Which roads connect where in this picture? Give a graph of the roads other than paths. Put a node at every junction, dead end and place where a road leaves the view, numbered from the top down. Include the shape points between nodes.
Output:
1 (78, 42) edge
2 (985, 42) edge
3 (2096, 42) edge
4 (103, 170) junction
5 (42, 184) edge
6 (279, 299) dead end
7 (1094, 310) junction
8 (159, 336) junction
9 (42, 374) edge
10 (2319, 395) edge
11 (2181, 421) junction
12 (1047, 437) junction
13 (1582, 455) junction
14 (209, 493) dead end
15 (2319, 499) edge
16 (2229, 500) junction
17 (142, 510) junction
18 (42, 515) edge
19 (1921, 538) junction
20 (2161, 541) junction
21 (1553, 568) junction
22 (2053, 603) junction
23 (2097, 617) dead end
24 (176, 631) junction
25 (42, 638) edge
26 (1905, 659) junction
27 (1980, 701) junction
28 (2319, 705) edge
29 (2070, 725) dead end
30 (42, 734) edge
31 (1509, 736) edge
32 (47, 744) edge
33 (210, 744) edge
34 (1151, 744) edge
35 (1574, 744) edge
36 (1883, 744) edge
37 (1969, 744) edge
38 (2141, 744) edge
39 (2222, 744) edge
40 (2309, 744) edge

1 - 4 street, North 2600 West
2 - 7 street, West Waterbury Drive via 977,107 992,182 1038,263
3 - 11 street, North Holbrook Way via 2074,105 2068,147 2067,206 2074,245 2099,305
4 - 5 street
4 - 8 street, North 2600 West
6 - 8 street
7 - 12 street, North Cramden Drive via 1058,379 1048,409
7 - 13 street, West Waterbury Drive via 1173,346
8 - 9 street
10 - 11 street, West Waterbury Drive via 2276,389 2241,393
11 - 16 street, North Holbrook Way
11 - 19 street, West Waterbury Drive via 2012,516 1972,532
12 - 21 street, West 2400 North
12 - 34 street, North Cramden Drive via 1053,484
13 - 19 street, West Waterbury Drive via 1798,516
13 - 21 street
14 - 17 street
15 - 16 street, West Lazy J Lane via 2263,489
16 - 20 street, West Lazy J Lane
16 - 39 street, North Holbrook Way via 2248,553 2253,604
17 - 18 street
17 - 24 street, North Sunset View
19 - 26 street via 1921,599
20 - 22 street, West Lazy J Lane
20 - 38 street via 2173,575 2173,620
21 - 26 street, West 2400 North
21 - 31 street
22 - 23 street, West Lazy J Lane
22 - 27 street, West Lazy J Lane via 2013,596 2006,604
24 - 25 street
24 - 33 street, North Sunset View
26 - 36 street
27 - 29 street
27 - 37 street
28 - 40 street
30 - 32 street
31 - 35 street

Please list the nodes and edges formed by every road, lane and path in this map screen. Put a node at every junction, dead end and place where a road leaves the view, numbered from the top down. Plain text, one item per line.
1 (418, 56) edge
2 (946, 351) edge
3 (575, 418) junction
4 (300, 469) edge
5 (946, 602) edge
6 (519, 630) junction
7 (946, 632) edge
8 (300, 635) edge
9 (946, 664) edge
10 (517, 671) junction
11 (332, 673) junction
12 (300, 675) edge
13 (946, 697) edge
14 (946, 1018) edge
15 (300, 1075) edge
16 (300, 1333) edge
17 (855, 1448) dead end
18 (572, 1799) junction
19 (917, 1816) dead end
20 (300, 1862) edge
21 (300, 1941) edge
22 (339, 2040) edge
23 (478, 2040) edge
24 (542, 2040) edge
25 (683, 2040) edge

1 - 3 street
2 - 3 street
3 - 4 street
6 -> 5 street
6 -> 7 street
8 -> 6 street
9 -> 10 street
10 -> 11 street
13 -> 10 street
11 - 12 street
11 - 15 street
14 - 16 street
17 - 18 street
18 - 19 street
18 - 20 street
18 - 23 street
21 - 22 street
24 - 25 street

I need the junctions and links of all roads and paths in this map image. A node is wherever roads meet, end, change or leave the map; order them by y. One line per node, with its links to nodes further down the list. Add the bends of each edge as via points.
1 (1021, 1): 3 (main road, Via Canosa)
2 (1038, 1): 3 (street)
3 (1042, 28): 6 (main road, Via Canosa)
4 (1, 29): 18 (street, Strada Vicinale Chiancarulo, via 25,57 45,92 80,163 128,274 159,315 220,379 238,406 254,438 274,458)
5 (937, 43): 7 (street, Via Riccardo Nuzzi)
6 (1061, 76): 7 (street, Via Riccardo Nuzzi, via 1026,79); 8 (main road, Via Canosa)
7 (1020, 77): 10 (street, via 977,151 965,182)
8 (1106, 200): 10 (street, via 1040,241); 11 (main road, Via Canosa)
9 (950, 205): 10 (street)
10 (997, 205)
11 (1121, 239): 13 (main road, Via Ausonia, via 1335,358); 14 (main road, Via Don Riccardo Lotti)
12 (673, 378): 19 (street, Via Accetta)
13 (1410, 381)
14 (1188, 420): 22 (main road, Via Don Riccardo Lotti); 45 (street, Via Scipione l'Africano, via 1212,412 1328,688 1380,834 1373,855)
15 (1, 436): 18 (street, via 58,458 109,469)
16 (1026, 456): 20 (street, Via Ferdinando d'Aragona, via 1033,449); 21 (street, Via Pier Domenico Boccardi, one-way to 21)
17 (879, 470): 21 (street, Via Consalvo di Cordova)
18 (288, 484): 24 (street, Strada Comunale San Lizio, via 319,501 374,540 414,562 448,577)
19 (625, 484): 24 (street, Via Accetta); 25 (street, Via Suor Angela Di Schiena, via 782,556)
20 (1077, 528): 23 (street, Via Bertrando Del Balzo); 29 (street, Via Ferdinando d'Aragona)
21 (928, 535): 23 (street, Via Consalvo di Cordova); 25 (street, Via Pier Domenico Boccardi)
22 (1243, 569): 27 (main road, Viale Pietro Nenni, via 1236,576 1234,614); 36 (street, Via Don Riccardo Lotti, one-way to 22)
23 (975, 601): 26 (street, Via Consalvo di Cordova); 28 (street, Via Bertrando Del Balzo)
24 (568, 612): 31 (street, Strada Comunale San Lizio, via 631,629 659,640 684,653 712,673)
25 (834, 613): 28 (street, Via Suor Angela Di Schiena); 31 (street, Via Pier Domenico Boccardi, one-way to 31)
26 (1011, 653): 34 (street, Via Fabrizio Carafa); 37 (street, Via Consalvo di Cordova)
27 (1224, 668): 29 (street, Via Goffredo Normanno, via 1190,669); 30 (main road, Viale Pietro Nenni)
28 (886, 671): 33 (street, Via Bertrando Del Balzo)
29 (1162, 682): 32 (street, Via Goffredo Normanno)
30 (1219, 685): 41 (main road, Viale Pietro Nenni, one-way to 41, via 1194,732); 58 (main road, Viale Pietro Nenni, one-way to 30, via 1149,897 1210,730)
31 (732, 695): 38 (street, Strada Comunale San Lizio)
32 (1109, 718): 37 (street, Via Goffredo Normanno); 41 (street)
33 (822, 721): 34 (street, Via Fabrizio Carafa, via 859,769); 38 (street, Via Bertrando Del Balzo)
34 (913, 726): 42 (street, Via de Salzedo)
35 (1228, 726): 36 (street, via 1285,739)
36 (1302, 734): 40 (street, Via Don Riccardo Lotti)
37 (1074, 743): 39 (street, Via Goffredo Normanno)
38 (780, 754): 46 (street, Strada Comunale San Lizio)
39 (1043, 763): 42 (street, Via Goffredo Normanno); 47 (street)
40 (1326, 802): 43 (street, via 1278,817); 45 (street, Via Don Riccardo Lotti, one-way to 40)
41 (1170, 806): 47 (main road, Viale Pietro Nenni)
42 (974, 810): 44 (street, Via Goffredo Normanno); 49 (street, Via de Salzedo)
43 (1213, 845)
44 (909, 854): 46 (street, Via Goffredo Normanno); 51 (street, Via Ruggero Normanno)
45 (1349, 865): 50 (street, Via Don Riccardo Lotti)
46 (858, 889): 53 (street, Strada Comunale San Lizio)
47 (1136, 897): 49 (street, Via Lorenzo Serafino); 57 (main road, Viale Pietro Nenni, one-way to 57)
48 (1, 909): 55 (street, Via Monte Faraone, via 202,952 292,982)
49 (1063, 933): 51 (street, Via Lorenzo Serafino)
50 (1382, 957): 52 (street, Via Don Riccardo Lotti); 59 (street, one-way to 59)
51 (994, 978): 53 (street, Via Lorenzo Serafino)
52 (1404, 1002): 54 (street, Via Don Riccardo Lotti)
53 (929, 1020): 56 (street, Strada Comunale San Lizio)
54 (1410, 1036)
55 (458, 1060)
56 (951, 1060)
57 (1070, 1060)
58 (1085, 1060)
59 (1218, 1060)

Instructions to follow:
Look through the listing above. Pick out each line with "Cramden" and copy it.

Your response:
7 - 12 street, North Cramden Drive via 1058,379 1048,409
12 - 34 street, North Cramden Drive via 1053,484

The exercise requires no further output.